Hi,
compile the following 128-bit GCD routine for the AMD64 processor
with full optimization:
--- gcdti3.c ---
// Stein's algorithm: greatest common divisor
__uint128_t __gcdti3(__uint128_t p, __uint128_t q)
{
unsigned r, s = 0;
__uint128_t t;
if (p == 0)
return q;
if (q == 0)
return p;
if (p == q)
return p;
if (((unsigned long long) p | (unsigned long long) q) == 0)
p >>= 64, q >>= 64, s = 64;
r = __builtin_ctzll((unsigned long long) p | (unsigned long long) q), p >>=
r, q >>= r, s += r;
if ((unsigned long long) p == 0)
p >>= 64;
r = __builtin_ctzll(p), p >>= r;
do
{
if ((unsigned long long) q == 0)
q >>= 64;
r = __builtin_ctzll(q), q >>= r;
if (p < q)
t = q, q = p, p = t;
} while (q -= p);
return p << s;
}
--- EOF ---
GCC 12.2: gcc -O3 gcdti3.c
# https://godbolt.org/z/d1Ma9qnsf
__gcdti3(unsigned __int128, unsigned __int128):
mov rax, rsi # OOPS: GCCs plays six rounds of shell game!
mov r8, rdi #
mov rsi, rdi #
mov rdi, rax #
mov rax, rdx #
mov rdx, rcx #
mov rcx, rdi
or rcx, r8
je .L1
mov rcx, r8
mov r8, rdi
xor rcx, rax
xor r8, rdx
or rcx, r8
je .L9
mov rcx, rax
or rcx, rdx
je .L9
mov rcx, rsi
xor r10d, r10d
or rcx, rax
jne .L3
mov rsi, rdi
mov rax, rdx
xor edi, edi
xor edx, edx
mov rcx, rsi
mov r10d, 64
or rcx, rax
.L3:
rep bsf rcx, rcx
xor r8d, r8d # OUCH: BSF and TZCNT return at most 63,
shrd rsi, rdi, cl
shr rdi, cl
test cl, 64 # so this is dead code!
cmovne rsi, rdi #
cmovne rdi, r8 #
shrd rax, rdx, cl
xor r11d, r11d # OUCH: BSF and TZCNT return at most 63,
shr rdx, cl
test cl, 64 # so this is dead code!
cmovne rax, rdx #
cmovne rdx, r11 #
mov r8, rsi
mov r9, rdi
add r10d, ecx
mov rcx, r8
mov rsi, rax
mov rdi, rdx
test r8, r8
je .L14
.L4:
rep bsf rcx, rcx
mov rax, r8
mov rdx, r9
xor r11d, r11d # OUCH: BSF and TZCNT return at most 63,
shr rdx, cl
shrd rax, r9, cl
and ecx, 64 # (there's also no need to modify ECX)

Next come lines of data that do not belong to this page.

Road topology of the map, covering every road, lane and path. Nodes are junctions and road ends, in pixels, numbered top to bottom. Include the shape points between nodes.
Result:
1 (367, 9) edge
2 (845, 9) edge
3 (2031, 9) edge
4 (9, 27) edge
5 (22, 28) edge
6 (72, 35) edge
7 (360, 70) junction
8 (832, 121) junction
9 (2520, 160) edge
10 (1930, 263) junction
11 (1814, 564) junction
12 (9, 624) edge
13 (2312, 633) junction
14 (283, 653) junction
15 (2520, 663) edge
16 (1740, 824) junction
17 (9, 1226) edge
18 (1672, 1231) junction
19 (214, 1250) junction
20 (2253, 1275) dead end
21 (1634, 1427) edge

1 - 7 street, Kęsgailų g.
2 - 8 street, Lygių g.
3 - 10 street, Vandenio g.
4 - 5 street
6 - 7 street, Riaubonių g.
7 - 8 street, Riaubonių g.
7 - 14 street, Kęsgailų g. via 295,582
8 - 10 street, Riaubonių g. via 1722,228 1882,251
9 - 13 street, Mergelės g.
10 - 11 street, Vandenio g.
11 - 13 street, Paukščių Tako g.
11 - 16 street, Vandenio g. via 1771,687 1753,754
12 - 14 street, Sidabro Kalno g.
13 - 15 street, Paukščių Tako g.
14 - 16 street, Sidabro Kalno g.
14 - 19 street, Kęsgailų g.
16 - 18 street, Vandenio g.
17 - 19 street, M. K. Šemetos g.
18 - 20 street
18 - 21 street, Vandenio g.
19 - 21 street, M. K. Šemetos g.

cmovne rax, rdx # so this is dead code!
cmovne rdx, r11 #
.L7:
mov rcx, rsi
test rsi, rsi
jne .L5
mov rsi, rdi
xor edi, edi
mov rcx, rsi
.L5:
rep bsf rcx, rcx
xor r8d, r8d # OUCH: BSF and TZCNT return at most 63,
shrd rsi, rdi, cl
shr rdi, cl
test cl, 64 # so this is dead code,
mov rcx, rdx
cmovne rsi, rdi # and that too!
cmovne rdi, r8 #
cmp rax, rsi
sbb rcx, rdi
jnc .L6
mov r8, rax
mov r9, rdx
mov rax, rsi
mov rdx, rdi
mov rsi, r8
mov rdi, r9
.L6:
sub rsi, rax
sbb rdi, rdx
mov rcx, rdi
or rcx, rsi
jne .L7
mov ecx, r10d
xor esi, esi
shld rdx, rax, cl
sal rax, cl
and ecx, 64 # Oops: there's no need to modify ECX!
cmovne rdx, rax
cmovne rax, rsi
ret
.L9:
mov rax, rsi
mov rdx, rdi
.L1:
ret
.L14:
mov r8, r9
xor r9d, r9d
mov rcx, r8
jmp .L4
20 superfluous instructions of the total 102 instructions!
NOT AMUSED
Stefan Kanthak
PS: <https://skanthak.homepage.t-online.de/gcc.html#case27-amd64-s>
shows properly written assembly code.